• Problem details
Each line of the data that includes the string "nodes" is to be copied out.

Saved entries:
- - -
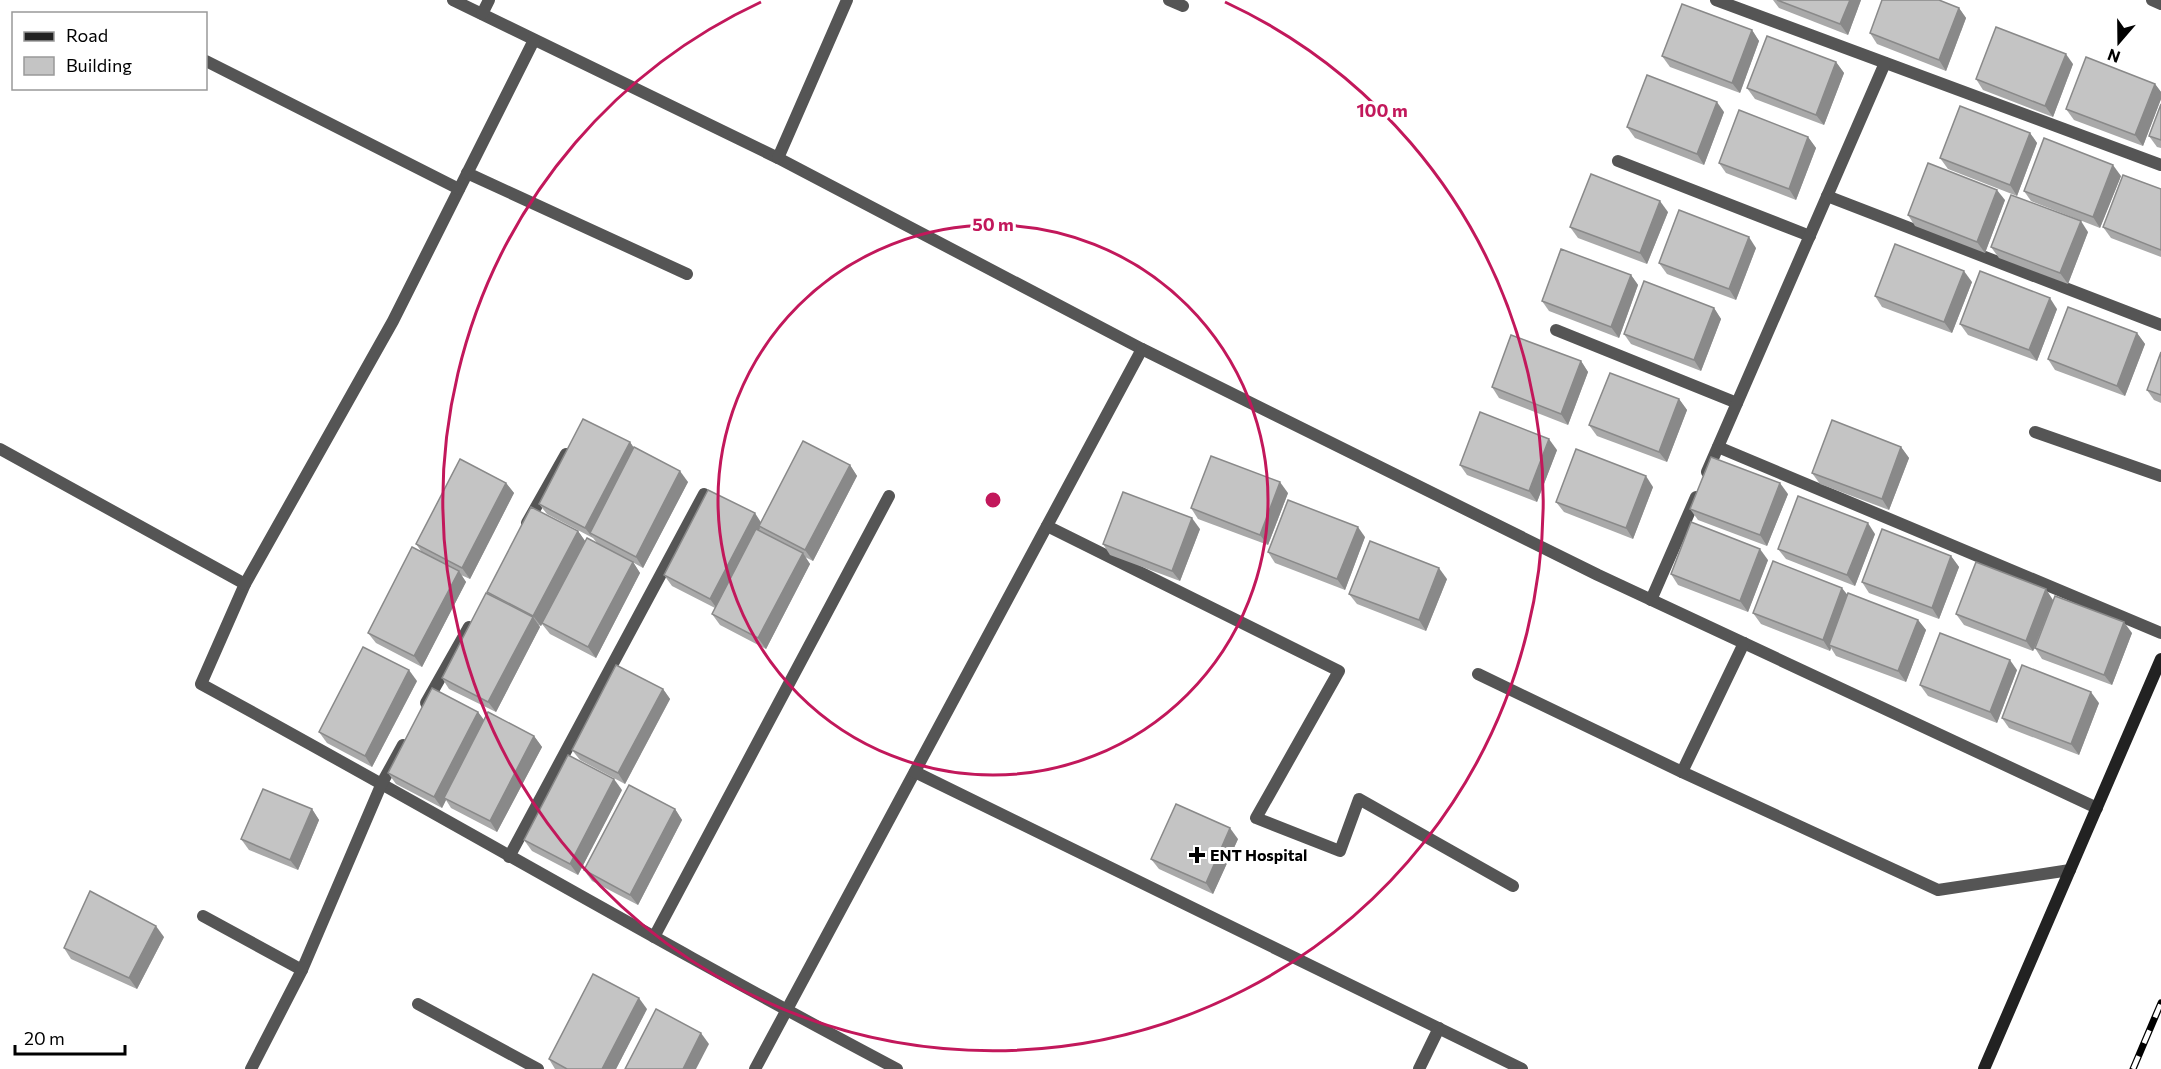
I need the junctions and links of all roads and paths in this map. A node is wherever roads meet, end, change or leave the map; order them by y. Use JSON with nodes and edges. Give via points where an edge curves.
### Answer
{"nodes":[{"id":1,"x":453,"y":0,"type":"edge"},
{"id":2,"x":489,"y":0,"type":"edge"},
{"id":3,"x":847,"y":0,"type":"edge"},
{"id":4,"x":1168,"y":0,"type":"edge"},
{"id":5,"x":1716,"y":0,"type":"edge"},
{"id":6,"x":2152,"y":0,"type":"edge"},
{"id":7,"x":2161,"y":4,"type":"edge"},
{"id":8,"x":1183,"y":6,"type":"dead end"},
{"id":9,"x":482,"y":14,"type":"junction"},
{"id":10,"x":534,"y":40,"type":"junction"},
{"id":11,"x":207,"y":62,"type":"edge"},
{"id":12,"x":1885,"y":63,"type":"junction"},
{"id":13,"x":778,"y":158,"type":"junction"},
{"id":14,"x":1618,"y":161,"type":"dead end"},
{"id":15,"x":2161,"y":165,"type":"edge"},
{"id":16,"x":467,"y":173,"type":"junction"},
{"id":17,"x":459,"y":189,"type":"junction"},
{"id":18,"x":1827,"y":196,"type":"junction"},
{"id":19,"x":1810,"y":236,"type":"junction"},
{"id":20,"x":687,"y":274,"type":"dead end"},
{"id":21,"x":2161,"y":325,"type":"edge"},
{"id":22,"x":1556,"y":330,"type":"dead end"},
{"id":23,"x":1142,"y":349,"type":"junction"},
{"id":24,"x":1737,"y":403,"type":"junction"},
{"id":25,"x":2035,"y":432,"type":"dead end"},
{"id":26,"x":574,"y":438,"type":"edge"},
{"id":27,"x":1718,"y":447,"type":"junction"},
{"id":28,"x":0,"y":449,"type":"edge"},
{"id":29,"x":2161,"y":476,"type":"edge"},
{"id":30,"x":704,"y":494,"type":"edge"},
{"id":31,"x":889,"y":496,"type":"dead end"},
{"id":32,"x":1047,"y":526,"type":"junction"},
{"id":33,"x":522,"y":532,"type":"edge"},
{"id":34,"x":245,"y":584,"type":"junction"},
{"id":35,"x":1651,"y":600,"type":"junction"},
{"id":36,"x":475,"y":616,"type":"edge"},
{"id":37,"x":2161,"y":633,"type":"edge"},
{"id":38,"x":1744,"y":643,"type":"junction"},
{"id":39,"x":2161,"y":659,"type":"edge"},
{"id":40,"x":1478,"y":674,"type":"dead end"},
{"id":41,"x":915,"y":772,"type":"junction"},
{"id":42,"x":1682,"y":772,"type":"junction"},
{"id":43,"x":382,"y":783,"type":"junction"},
{"id":44,"x":2097,"y":808,"type":"junction"},
{"id":45,"x":509,"y":857,"type":"junction"},
{"id":46,"x":2070,"y":870,"type":"junction"},
{"id":47,"x":1513,"y":886,"type":"dead end"},
{"id":48,"x":203,"y":916,"type":"dead end"},
{"id":49,"x":654,"y":937,"type":"junction"},
{"id":50,"x":302,"y":970,"type":"junction"},
{"id":51,"x":418,"y":1004,"type":"dead end"},
{"id":52,"x":787,"y":1011,"type":"junction"},
{"id":53,"x":1439,"y":1028,"type":"junction"},
{"id":54,"x":251,"y":1069,"type":"edge"},
{"id":55,"x":538,"y":1069,"type":"edge"},
{"id":56,"x":755,"y":1069,"type":"edge"},
{"id":57,"x":897,"y":1069,"type":"edge"},
{"id":58,"x":1419,"y":1069,"type":"edge"},
{"id":59,"x":1522,"y":1069,"type":"edge"},
{"id":60,"x":1984,"y":1069,"type":"edge"}],
"edges":[{"from":1,"to":9,"type":"street"},
{"from":2,"to":9,"type":"street"},
{"from":3,"to":13,"type":"street"},
{"from":4,"to":8,"type":"street"},
{"from":5,"to":12,"type":"street"},
{"from":6,"to":7,"type":"street"},
{"from":9,"to":10,"type":"street"},
{"from":10,"to":13,"type":"street"},
{"from":10,"to":16,"type":"street"},
{"from":11,"to":17,"type":"street"},
{"from":12,"to":15,"type":"street"},
{"from":12,"to":18,"type":"street"},
{"from":13,"to":23,"type":"street"},
{"from":14,"to":19,"type":"street"},
{"from":16,"to":17,"type":"street"},
{"from":16,"to":20,"type":"street"},
{"from":17,"to":34,"type":"street","via":[[393,321]]},
{"from":18,"to":19,"type":"street"},
{"from":18,"to":21,"type":"street"},
{"from":19,"to":24,"type":"street"},
{"from":22,"to":24,"type":"street"},
{"from":23,"to":32,"type":"street"},
{"from":23,"to":35,"type":"street"},
{"from":24,"to":27,"type":"street"},
{"from":25,"to":29,"type":"street"},
{"from":26,"to":33,"type":"street"},
{"from":27,"to":35,"type":"street"},
{"from":27,"to":37,"type":"street"},
{"from":28,"to":34,"type":"street"},
{"from":30,"to":45,"type":"street"},
{"from":31,"to":49,"type":"street"},
{"from":32,"to":41,"type":"street"},
{"from":32,"to":47,"type":"street","via":[[1339,671],[1256,818],[1340,850],[1359,799]]},
{"from":34,"to":43,"type":"street","via":[[201,684]]},
{"from":35,"to":38,"type":"street"},
{"from":36,"to":43,"type":"street"},
{"from":38,"to":42,"type":"street"},
{"from":38,"to":44,"type":"street"},
{"from":39,"to":44,"type":"street"},
{"from":40,"to":42,"type":"street"},
{"from":41,"to":52,"type":"street"},
{"from":41,"to":53,"type":"street"},
{"from":42,"to":46,"type":"street","via":[[1938,890]]},
{"from":43,"to":45,"type":"street"},
{"from":43,"to":50,"type":"street"},
{"from":44,"to":46,"type":"street"},
{"from":45,"to":49,"type":"street"},
{"from":46,"to":60,"type":"street"},
{"from":48,"to":50,"type":"street"},
{"from":49,"to":52,"type":"street"},
{"from":50,"to":54,"type":"street"},
{"from":51,"to":55,"type":"street"},
{"from":52,"to":56,"type":"street"},
{"from":52,"to":57,"type":"street"},
{"from":53,"to":58,"type":"street"},
{"from":53,"to":59,"type":"street"}]}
- - -
• Answer for the task
I need the junctions and links of all roads and paths in this map. A node is wherever roads meet, end, change or leave the map; order them by y. Use JSON with nodes and edges. Give via points where an edge curves.
{"nodes":[{"id":1,"x":453,"y":0,"type":"edge"},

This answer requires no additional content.